Así el lugar se convirtió en un sitio casi completamente perfecto. Abdullah fue saltando presto hasta el arroyo. Cuando regresó vio que el soldado había sacado una sartén y vaciaba en ella paquetes de carne seca y guisantes secos. Añadió el agua y un par de cubitos misteriosos y lo puso todo a hervir en el fuego. En muy poco tiempo se había convertido en un sustancioso estofado. Y olía deliciosamente.

—¿Más material de los magos? —preguntó Abdullah mientras el soldado servía la mitad del estofado en un plato de latón y se lo pasaba.

—Eso creo —dijo el soldado—, lo cogí del campo de batalla. —Tomó la sartén para comer y encontró un par de cucharas. Se sentaron amigablemente a comer, con el fuego crepitando entre ellos mientras el cielo se volvía lentamente rosado y carmesí y dorado, y las tierras allí abajo empezaban a ponerse azules.
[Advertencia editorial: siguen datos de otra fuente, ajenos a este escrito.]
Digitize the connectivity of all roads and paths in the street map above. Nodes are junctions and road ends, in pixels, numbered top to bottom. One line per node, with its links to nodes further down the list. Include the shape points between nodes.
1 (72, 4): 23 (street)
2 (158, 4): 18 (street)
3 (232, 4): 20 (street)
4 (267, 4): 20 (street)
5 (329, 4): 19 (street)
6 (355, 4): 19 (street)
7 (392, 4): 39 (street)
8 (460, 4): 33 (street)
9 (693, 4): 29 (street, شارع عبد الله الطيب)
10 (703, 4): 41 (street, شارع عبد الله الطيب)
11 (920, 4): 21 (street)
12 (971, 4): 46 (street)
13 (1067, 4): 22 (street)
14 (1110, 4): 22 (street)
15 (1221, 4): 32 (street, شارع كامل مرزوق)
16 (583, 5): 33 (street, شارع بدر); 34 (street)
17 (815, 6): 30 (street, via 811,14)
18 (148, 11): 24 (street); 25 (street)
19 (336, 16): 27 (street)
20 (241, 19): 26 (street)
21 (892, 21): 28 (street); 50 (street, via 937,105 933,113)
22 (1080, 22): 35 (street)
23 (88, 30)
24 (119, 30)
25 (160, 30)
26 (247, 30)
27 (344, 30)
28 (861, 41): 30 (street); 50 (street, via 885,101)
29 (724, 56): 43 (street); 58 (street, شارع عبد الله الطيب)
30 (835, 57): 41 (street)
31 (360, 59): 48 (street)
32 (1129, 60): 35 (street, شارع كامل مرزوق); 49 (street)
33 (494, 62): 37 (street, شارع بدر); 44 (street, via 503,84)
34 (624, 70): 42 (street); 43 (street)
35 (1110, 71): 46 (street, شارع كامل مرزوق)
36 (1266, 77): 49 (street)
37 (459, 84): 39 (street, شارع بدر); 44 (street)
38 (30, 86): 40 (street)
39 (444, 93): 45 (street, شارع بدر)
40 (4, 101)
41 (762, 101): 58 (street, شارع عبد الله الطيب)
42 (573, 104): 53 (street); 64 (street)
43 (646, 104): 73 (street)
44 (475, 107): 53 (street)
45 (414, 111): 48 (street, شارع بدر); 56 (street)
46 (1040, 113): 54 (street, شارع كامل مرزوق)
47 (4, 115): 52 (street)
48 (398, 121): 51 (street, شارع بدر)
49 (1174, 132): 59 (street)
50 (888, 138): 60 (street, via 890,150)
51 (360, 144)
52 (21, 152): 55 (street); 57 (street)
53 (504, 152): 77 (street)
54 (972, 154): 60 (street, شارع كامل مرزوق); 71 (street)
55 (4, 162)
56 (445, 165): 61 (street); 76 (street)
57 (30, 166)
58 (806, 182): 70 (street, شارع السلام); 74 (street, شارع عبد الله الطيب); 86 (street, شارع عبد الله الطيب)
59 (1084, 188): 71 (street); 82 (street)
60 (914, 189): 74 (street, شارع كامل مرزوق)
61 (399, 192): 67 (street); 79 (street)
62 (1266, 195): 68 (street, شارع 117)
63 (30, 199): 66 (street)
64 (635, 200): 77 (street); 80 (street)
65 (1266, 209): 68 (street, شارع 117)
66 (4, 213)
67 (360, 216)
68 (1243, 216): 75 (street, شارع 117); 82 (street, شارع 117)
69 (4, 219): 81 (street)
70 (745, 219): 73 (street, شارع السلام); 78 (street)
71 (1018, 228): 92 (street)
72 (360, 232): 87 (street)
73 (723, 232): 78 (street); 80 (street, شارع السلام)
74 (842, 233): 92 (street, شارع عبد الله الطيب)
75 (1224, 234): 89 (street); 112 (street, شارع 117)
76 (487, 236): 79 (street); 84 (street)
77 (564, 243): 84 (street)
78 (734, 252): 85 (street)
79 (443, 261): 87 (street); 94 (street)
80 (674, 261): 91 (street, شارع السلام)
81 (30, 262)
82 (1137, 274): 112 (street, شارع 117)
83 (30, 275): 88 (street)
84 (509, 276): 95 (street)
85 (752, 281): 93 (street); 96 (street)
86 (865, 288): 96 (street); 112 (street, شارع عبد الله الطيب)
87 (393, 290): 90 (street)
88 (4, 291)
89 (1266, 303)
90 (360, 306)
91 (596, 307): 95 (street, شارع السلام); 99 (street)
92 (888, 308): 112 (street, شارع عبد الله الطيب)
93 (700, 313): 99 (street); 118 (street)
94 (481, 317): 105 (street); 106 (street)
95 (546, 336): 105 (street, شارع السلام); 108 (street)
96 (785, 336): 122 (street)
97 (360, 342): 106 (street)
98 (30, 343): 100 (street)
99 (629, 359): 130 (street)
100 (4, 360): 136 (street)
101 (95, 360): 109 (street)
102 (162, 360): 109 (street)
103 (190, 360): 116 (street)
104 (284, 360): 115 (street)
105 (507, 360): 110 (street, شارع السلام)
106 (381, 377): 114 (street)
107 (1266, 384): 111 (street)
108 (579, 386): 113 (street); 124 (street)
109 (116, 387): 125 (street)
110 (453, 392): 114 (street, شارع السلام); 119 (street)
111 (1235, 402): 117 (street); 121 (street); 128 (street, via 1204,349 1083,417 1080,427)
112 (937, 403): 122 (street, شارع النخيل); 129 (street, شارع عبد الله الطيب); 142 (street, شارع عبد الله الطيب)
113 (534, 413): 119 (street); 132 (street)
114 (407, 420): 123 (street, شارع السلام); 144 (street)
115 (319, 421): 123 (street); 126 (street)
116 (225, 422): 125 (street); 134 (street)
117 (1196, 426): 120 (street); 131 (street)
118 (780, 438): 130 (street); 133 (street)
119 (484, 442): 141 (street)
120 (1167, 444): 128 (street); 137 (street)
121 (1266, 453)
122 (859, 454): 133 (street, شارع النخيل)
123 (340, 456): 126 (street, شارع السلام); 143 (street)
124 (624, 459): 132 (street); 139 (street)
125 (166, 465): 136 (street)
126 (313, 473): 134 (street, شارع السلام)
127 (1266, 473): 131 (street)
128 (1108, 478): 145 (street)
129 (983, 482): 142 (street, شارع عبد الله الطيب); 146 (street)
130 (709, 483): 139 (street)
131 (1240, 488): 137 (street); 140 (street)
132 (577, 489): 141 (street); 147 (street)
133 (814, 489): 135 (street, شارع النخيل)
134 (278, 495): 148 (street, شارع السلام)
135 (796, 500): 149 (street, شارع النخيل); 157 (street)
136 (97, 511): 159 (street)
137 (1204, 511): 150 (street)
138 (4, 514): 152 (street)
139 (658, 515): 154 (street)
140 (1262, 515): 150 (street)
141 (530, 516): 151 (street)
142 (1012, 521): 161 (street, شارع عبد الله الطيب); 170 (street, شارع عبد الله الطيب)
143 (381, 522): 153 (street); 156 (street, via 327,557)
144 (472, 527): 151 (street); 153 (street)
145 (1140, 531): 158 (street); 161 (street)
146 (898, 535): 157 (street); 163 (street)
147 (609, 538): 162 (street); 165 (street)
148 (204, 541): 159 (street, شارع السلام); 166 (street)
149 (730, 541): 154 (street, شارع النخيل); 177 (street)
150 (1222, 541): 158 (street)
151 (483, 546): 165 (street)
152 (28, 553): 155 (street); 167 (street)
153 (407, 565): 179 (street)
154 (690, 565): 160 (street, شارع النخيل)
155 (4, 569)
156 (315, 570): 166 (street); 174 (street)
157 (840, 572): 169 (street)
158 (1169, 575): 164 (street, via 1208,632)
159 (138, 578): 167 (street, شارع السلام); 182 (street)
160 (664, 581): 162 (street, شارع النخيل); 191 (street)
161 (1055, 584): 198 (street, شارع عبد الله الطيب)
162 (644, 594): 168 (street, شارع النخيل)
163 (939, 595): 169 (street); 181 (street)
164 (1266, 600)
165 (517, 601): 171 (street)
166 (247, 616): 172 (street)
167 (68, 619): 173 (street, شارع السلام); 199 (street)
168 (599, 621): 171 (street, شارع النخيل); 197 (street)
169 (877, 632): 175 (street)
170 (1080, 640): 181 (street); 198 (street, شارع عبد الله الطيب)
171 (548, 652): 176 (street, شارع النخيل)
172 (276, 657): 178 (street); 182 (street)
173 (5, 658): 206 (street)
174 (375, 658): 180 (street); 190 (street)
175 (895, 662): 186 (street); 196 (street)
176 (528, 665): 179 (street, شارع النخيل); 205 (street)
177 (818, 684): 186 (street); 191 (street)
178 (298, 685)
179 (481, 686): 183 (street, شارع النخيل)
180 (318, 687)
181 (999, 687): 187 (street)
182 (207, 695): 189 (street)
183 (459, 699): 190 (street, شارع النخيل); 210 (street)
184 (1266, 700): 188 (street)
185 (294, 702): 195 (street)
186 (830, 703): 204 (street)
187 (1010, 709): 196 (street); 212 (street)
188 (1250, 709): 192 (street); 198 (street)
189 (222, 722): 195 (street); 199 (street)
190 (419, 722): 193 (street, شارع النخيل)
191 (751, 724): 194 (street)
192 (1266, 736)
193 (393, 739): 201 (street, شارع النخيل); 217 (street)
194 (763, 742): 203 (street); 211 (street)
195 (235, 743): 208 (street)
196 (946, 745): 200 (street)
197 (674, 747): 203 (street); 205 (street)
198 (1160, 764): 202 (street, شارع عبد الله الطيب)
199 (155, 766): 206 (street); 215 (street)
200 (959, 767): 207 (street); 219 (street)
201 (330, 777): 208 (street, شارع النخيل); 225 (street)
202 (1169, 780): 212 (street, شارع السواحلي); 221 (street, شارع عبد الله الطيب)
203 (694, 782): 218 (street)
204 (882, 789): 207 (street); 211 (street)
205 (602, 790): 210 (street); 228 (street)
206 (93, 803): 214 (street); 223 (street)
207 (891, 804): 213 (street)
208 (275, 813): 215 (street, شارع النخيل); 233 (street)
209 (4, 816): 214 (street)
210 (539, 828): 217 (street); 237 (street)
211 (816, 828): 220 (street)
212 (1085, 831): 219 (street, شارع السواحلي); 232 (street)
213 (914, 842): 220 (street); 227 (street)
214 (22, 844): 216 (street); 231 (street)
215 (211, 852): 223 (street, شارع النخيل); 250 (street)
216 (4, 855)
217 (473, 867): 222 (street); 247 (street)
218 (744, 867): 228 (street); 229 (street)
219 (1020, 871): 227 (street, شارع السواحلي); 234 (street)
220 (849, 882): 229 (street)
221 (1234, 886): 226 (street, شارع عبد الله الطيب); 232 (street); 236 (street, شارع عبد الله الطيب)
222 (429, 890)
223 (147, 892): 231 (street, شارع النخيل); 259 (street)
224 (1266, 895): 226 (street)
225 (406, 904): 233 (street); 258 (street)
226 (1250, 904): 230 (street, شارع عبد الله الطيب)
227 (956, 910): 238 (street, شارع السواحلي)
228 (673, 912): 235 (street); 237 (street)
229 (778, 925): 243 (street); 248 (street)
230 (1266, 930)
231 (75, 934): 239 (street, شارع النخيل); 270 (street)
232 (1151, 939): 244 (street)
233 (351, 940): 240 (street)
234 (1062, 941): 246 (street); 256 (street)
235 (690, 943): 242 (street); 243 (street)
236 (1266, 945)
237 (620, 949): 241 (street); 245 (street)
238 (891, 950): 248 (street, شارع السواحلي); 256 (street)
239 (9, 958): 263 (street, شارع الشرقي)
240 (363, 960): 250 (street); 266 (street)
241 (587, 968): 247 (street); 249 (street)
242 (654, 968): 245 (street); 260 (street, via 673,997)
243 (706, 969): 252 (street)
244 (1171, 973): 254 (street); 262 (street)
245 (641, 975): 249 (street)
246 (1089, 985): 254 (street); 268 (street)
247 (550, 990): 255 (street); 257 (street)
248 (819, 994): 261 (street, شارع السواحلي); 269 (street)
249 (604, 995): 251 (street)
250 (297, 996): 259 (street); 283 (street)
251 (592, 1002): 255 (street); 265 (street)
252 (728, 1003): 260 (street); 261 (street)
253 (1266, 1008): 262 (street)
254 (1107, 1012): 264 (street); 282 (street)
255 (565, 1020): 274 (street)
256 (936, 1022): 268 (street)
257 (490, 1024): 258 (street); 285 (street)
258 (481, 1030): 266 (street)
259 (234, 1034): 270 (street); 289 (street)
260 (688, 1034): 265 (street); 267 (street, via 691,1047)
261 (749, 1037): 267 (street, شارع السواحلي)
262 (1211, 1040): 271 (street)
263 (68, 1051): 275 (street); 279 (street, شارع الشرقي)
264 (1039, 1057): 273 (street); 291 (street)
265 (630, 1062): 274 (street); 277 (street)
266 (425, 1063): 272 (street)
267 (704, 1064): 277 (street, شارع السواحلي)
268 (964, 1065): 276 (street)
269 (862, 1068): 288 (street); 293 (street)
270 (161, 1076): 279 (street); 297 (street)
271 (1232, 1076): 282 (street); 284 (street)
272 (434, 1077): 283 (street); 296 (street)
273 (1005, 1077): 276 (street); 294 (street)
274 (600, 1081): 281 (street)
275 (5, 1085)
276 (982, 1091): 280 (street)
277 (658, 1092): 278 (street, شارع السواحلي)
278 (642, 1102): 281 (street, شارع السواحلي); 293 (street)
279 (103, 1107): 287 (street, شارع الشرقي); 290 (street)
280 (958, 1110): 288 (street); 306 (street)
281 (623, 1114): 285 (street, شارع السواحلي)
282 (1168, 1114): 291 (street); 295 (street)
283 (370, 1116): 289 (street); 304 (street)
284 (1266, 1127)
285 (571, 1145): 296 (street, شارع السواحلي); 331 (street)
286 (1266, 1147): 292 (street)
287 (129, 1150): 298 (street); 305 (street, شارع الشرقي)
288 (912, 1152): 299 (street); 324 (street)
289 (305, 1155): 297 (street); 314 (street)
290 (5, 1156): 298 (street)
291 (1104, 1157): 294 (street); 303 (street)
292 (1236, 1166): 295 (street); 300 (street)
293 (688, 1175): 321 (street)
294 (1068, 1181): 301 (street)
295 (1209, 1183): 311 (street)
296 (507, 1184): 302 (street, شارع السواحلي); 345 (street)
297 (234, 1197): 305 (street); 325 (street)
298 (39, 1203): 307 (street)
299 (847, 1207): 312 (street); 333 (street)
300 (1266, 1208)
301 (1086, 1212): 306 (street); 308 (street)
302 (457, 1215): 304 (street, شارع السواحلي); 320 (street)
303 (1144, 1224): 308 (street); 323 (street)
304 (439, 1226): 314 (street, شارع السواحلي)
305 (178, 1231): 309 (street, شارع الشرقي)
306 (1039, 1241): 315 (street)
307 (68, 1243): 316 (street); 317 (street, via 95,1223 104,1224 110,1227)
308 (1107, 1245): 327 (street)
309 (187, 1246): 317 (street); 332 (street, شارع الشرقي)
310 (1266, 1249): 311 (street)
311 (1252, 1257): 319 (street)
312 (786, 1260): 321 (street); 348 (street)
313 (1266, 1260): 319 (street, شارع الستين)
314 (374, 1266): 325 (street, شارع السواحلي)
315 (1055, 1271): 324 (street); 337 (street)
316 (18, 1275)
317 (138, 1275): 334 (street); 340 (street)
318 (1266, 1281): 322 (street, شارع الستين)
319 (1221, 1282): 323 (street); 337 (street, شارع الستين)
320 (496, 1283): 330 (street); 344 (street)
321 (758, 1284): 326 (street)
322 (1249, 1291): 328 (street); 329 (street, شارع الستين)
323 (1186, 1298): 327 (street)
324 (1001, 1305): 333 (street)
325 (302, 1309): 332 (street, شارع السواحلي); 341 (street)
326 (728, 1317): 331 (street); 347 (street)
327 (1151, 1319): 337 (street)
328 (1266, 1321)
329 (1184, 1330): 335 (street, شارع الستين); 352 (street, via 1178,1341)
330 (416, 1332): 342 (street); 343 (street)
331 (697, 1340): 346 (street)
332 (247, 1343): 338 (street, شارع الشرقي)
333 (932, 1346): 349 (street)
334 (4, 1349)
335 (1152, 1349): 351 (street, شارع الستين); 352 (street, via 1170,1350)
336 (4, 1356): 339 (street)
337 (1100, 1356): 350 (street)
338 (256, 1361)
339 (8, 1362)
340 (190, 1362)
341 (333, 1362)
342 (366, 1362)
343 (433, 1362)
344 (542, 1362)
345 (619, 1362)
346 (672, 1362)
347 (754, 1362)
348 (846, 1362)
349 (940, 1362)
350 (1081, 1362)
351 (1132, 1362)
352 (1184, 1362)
—No estás acostumbrado a pasar apuros, ¿verdad? —señaló el soldado—. Buenas ropas, botas caras, pero por el aspecto que tienen se ve que les has dado demasiado uso últimamente y se han desgastado y desgarrado. Y por tu forma de hablar y tu bronceado debes ser de bastante al sur de Ingary, ¿no?

—Todo eso es verdad, oh, el más preciso observador de los compañeros —dijo Abdullah cauteloso—. Y todo lo que yo sé de ti es que vienes de Strangia y actúas de la manera más extraña, exhibiendo las monedas de tu paga para que te roben.
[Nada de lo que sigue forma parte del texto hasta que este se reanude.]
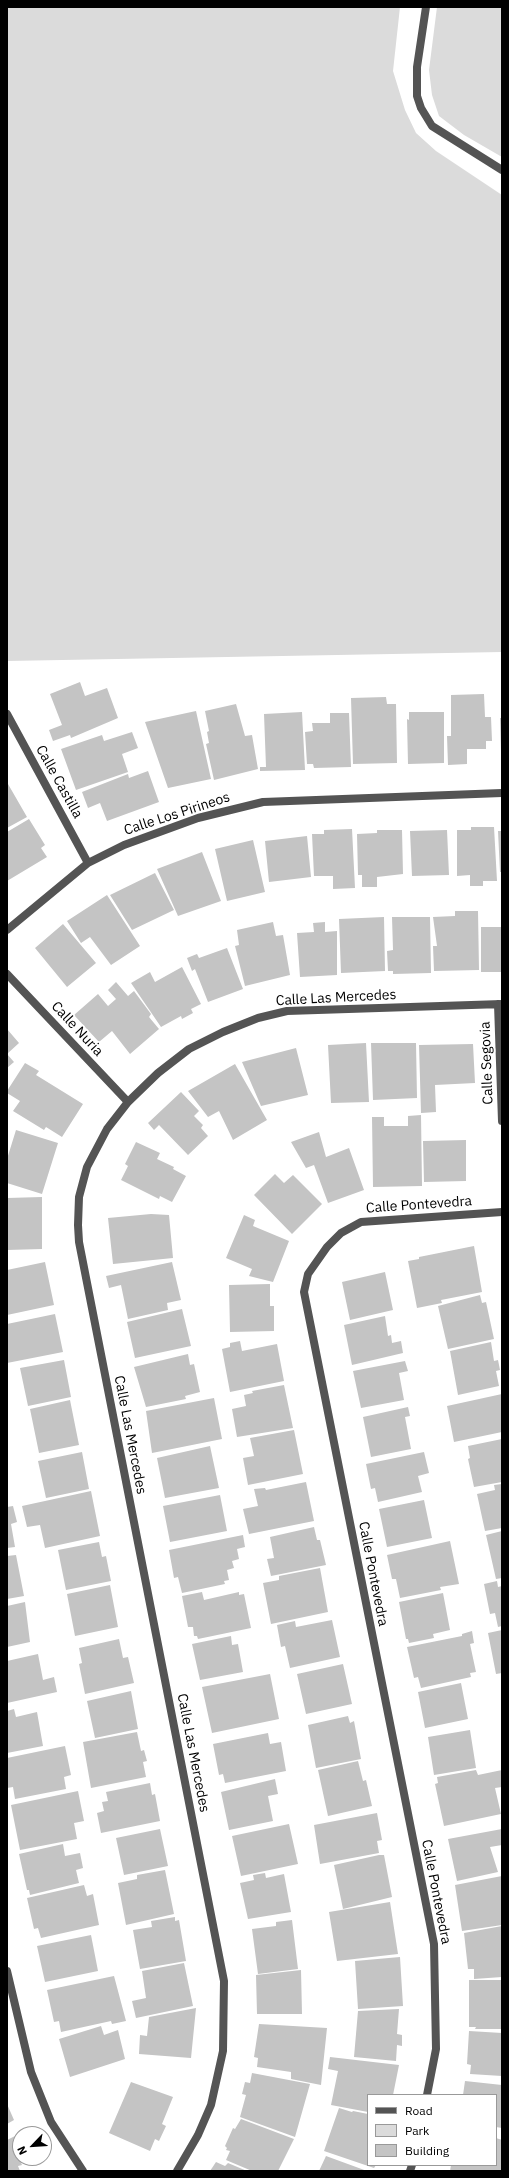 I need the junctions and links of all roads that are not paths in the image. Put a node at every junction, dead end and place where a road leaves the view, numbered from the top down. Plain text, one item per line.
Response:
1 (426, 7) edge
2 (502, 170) edge
3 (7, 714) edge
4 (502, 793) edge
5 (88, 863) junction
6 (7, 930) edge
7 (7, 974) edge
8 (500, 1004) edge
9 (128, 1102) junction
10 (502, 1122) edge
11 (502, 1212) edge
12 (7, 1971) edge
13 (428, 2094) edge
14 (83, 2171) edge
15 (177, 2171) edge

1 - 2 street
3 - 5 street, Calle Castilla
4 - 5 street, Calle Los Pirineos
5 - 6 street, Calle Los Pirineos
7 - 9 street, Calle Nuria
8 - 9 street, Calle Las Mercedes
8 - 10 street, Calle Segovia
9 - 15 street, Calle Las Mercedes
11 - 13 street, Calle Pontevedra
12 - 14 street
—¡Maldita paga! —interrumpió el soldado con enfado—. No conseguí ni un penique de Strangia ni de Ingary. Me dejé todas mis agallas en esa guerra, todos lo hicimos, y al final dijeron: «Eh, chavales, ahora es tiempo de paz» y nos lanzaron a morir de hambre. Así que me dije a mí mismo ¡De acuerdo! ¡Alguien me debe todo el trabajo que he hecho y creo que ese alguien es la gente de Ingary! ¡Ellos son los que trajeron a los magos e hicieron trampas para ganar! Así que me puse en camino, dispuesto a reclamarles mi paga del modo en que me viste hacerlo hoy. Puedes llamarlo estafa si quieres, pero ya me has visto, júzgame. ¡Sólo le saco el dinero a los que intentan robarme!

—La palabra estafa nunca ha cruzado mis labios, oh, virtuoso veterano —dijo Abdullah con sinceridad—, yo diría que tu plan es de lo más ingenioso, y creo que nadie salvo tú podría llevarlo a cabo.